Com a casa ainda preocupantemente longe de estar em sua capacidade máxima de público e o relógio se aproximando das 19h10, os ânimos iam crescendo para ver a instituição de metal que estava para tocar. O Krisiun (que parece estar em 60% dos shows de maior porte) não se segurou nem um pouco no início, e começou com dois pés na porta, levando os fãs de volta aos tempos do álbum Conquerors of Armageddon (2000) com Hatred Inherit. Não precisavam nem terminar a música para poder sentir a conexão com os fãs, que, enlouquecidos, gritavam o nome da banda. Seguiram destacando o mesmo álbum com a pesada Ravager, que foi bem recebida pelos fãs. Dando espaço também para suas composições mais novas, executaram uma dobradinha letal formada por Combustion Inferno e Scourge of the Enthroned. Era porrada atrás de porrada. O apreço dos fãs ao Krisiun era completamente recíproco, com Alex Camargo (baixo e voz) fazendo numerosos elogios aos paulistanos. Um deles foi quando disse que, “se não fossem vocês, a gente não estaria vivo!”

Camargo também exaltou o metal nacional, dizendo que “cenas como essa me dão orgulho de ser brasileiro” e comentando que “o metal nacional é um dos melhores do mundo, doa a quem doer!”. Em seu repertório, misturaram bem músicas das antigas, como a pesadíssima Vengeance’s Revelation de Apocalyptic Revelation (1998), e outras mais novas, entre elas Serpent Messiah, do último álbum, Mortem Solis (2022). Independente da época em que foram compostas, todas as músicas, sem exceção, provocaram diversas rodas furiosas ao centro da pista. Pulando para o brilhante The Great Execution (2011) e após Alex brincar levemente com o riff do clássico Sunshine of Your Love, tocaram Descending Abomination. Atendendo aos pedidos dos fãs, seguiram com Black Force Domain, faixa cujo nome havia sido gritado incessantemente em diversos outros pontos do show.

Demonstrando bastante humildade, Alex Camargo relatou que eles não eram melhores do que ninguém e que continuariam levantando a bandeira do metal nacional até o fim; até a morte. Após essa fala do vocalista, tanto ele quanto Moyses Kolesne (guitarrista) se retiraram do palco, dando espaço para o irmão Max Kolesne fazer um solo monstruoso de bateria. Com um pedido ao público para “receber bem os gringos”, anunciaram sua última música, aquela que não poderia faltar: Blood of Lions. Tudo o que já falei até aqui se mantém, então resumirei em prol da concisão: roda animal de grandiosa, todo mundo cantando junto, banda agradecendo = baita show.

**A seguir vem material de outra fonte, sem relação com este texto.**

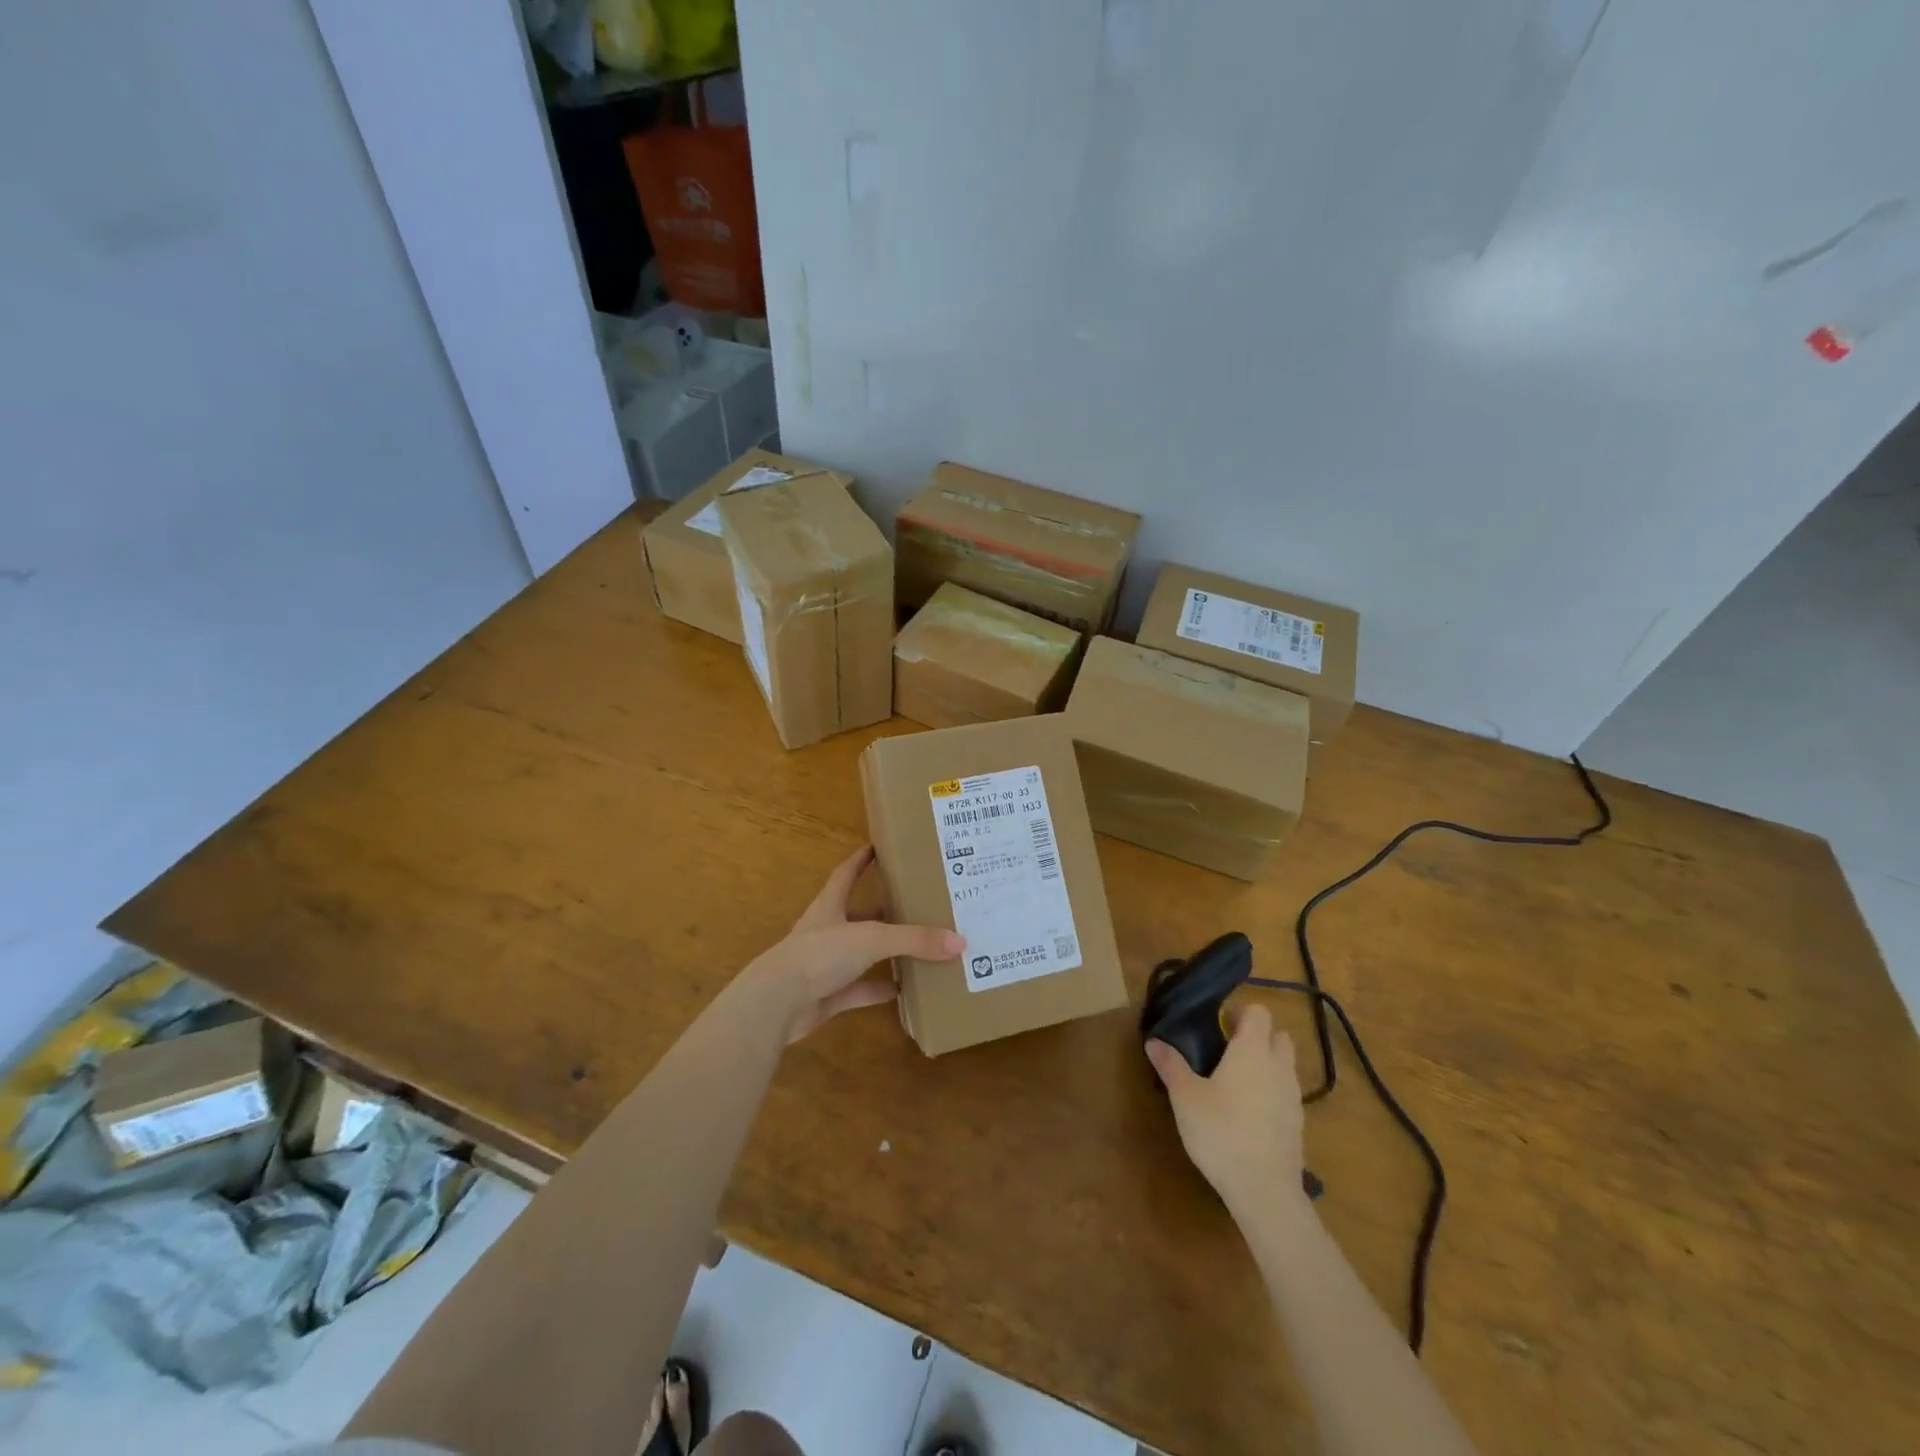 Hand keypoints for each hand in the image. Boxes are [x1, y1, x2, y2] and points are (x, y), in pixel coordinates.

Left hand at [747, 845, 962, 1041]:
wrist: (778, 1003)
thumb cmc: (820, 954)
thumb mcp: (872, 939)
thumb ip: (914, 940)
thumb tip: (959, 942)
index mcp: (830, 906)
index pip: (846, 873)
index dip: (861, 859)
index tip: (879, 846)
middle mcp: (827, 931)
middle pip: (858, 915)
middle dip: (883, 910)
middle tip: (916, 903)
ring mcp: (825, 965)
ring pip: (861, 954)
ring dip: (885, 952)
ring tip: (919, 947)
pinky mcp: (827, 995)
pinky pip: (860, 989)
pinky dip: (879, 989)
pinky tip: (904, 990)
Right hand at [1146, 1003, 1306, 1215]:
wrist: (1264, 1191)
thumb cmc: (1220, 1132)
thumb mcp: (1185, 1097)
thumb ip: (1171, 1065)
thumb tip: (1153, 1041)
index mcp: (1252, 1050)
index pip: (1259, 1012)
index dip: (1240, 1012)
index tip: (1218, 1026)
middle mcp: (1278, 1067)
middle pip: (1278, 1036)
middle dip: (1257, 1036)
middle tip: (1226, 1051)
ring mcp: (1293, 1097)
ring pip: (1284, 1066)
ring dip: (1266, 1065)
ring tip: (1234, 1083)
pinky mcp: (1297, 1125)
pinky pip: (1286, 1094)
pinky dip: (1271, 1093)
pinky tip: (1247, 1114) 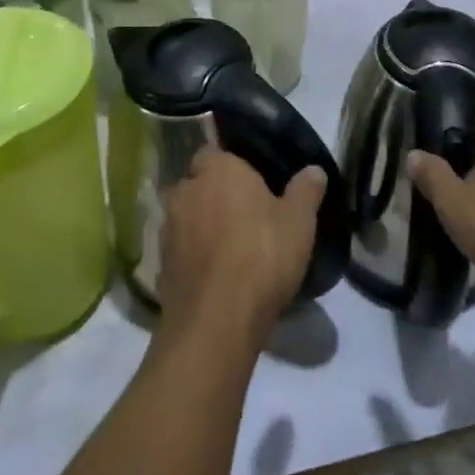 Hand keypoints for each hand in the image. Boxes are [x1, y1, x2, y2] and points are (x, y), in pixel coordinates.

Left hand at [156, 149, 326, 339]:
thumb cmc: (262, 256)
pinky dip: (193, 257)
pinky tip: (215, 276)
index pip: (214, 152)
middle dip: (214, 195)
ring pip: (186, 217)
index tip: (252, 184)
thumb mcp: (299, 222)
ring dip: (201, 227)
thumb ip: (305, 191)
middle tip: (244, 216)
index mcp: (217, 169)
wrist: (216, 322)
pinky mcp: (160, 265)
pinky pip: (180, 251)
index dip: (231, 167)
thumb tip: (314, 170)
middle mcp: (186, 190)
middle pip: (198, 184)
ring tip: (230, 248)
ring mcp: (168, 228) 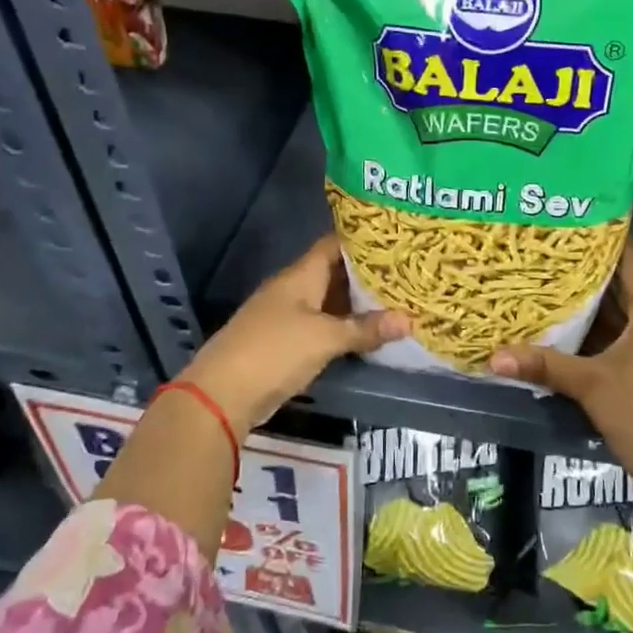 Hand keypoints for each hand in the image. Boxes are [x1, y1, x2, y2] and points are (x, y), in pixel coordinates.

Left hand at [182, 235, 407, 436]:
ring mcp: (288, 316)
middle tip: (407, 273)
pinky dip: (345, 326)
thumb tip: (410, 319)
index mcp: (300, 275)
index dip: (364, 240)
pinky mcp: (287, 342)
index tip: (397, 239)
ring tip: (397, 299)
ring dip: (358, 303)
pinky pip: (323, 325)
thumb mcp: (325, 338)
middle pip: (335, 273)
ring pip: (330, 301)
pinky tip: (370, 332)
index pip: (334, 245)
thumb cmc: (274, 351)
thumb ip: (366, 329)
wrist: (222, 394)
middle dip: (368, 274)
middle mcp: (294, 289)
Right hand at [490, 243, 632, 489]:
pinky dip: (624, 328)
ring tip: (570, 296)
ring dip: (612, 306)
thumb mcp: (588, 386)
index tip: (580, 233)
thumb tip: (493, 356)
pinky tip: (594, 335)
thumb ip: (544, 365)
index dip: (612, 243)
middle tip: (562, 266)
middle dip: (602, 277) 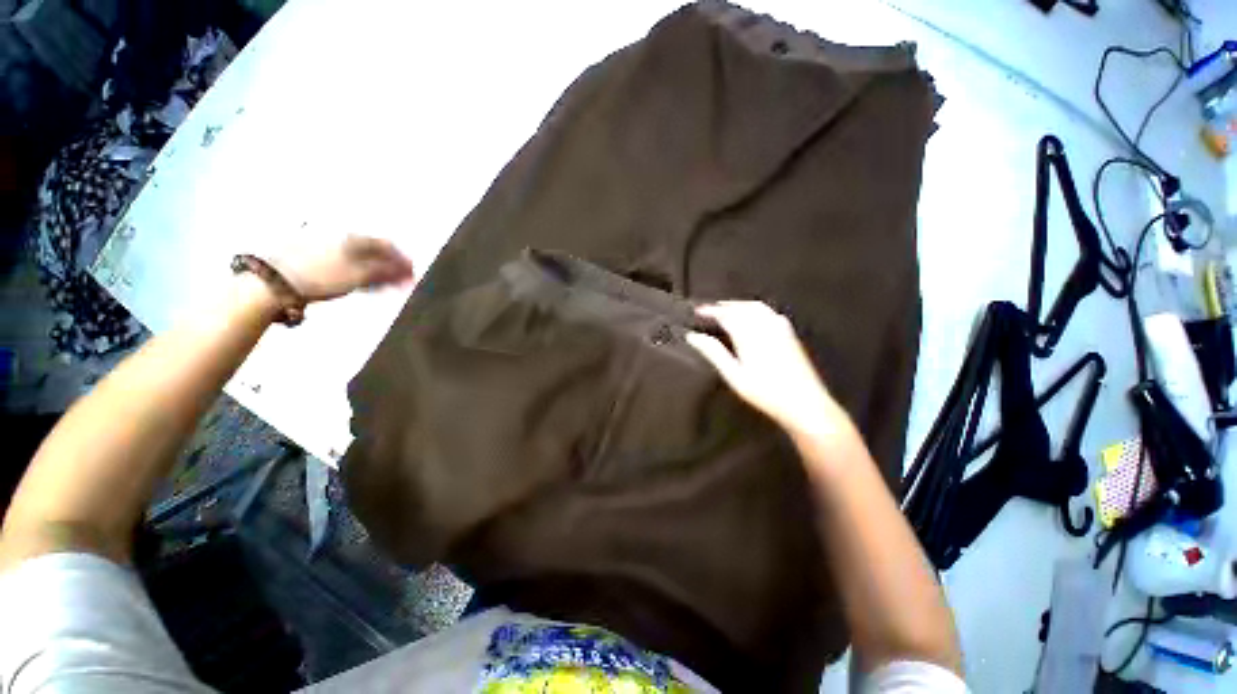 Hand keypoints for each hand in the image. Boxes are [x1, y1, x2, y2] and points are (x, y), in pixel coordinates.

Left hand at [271, 235, 414, 302]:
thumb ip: (385, 273)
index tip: (412, 275)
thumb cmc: (319, 277)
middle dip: (390, 268)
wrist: (272, 282)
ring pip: (359, 259)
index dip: (402, 260)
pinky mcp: (312, 258)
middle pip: (373, 252)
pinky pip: (345, 264)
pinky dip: (359, 274)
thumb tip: (406, 272)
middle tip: (401, 284)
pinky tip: (363, 285)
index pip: (386, 245)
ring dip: (376, 273)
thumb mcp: (358, 276)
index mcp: (351, 237)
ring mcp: (324, 247)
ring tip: (385, 288)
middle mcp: (339, 237)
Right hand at [685, 301, 850, 442]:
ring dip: (740, 305)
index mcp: (749, 334)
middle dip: (724, 306)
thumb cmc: (764, 392)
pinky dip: (755, 309)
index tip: (697, 311)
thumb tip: (693, 337)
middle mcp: (765, 325)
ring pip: (757, 307)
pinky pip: (769, 312)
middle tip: (710, 309)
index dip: (711, 310)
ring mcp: (780, 328)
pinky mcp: (789, 333)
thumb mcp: (734, 375)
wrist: (804, 402)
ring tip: (727, 309)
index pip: (726, 314)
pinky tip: (753, 316)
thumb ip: (713, 352)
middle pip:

Desde sua última passagem pelo Brasil, o Batushka mudou muito. Antes, os polacos tinham apenas um álbum de estúdio – o ótimo Liturgiya – e, mais importante: somente uma “versão” da banda. Como dito no início, Derph e Bart se separaram, e,  com o tempo de estrada da banda, perderam um pouco do impacto visual. Adotando as palavras do colega Valtemir Amler, que cobriu a primeira passagem do grupo ao Brasil: “quem de nós não viu milhares de vezes os vídeos do Batushka ao vivo pela internet?” Apesar disso, à medida que os aparatos da missa negra eram colocados no palco (inclusive pelo próprio Bart, devidamente vestindo um moletom camuflado para não ser visto), toda a intriga e misticismo ao redor da banda ressurgiam aos poucos.

O relógio marcava 20h45, e nada. Dez minutos depois, um membro da equipe acendeu as velas dispostas ao centro do palco, enquanto cantos sinistros dominavam o sistema de som. Com boa parte das velas acesas, as luzes diminuíram. Vinte minutos depois, duas figuras encapuzadas subiram ao palco para acender as velas restantes, marcando assim o início da liturgia. O VIP Station foi tomado por um forte cheiro de ervas e incenso. Com todas as velas agora devidamente acesas, o resto da banda, exceto Bart, se juntou aos dois indivíduos. O vocalista surgiu na sequência, defumando o ambiente.

Finalmente o ambiente do culto estava preparado, então o icônico início de Yekteniya I: Ochishcheniye soou. Seja Batushka falso ou verdadeiro, seja a primeira ou a segunda vez por aqui, algumas coisas não mudaram. Novamente citando Valtemir Amler, quando a bateria entrou e os vocalistas começaram a cantar, “parecia que aquele show era a única coisa acontecendo no mundo”. A sensação era indescritível, algo verdadeiramente único. Logo no início, estava claro que a experiência que seria proporcionada pelo Batushka iria além de um simples show.

Não seguindo a ordem do disco original, a banda trouxe peso com Wieczernia, de Hospodi, o tão polêmico primeiro álbum da fase Bart, lançado em 2019. Os novos fieis gritavam e batiam cabeça ao som do riff insanamente envolvente. O público já estava completamente “convertido”, louvando o Batushka. Bastava o vocalista levantar os braços, e um mar de mãos ia ao ar.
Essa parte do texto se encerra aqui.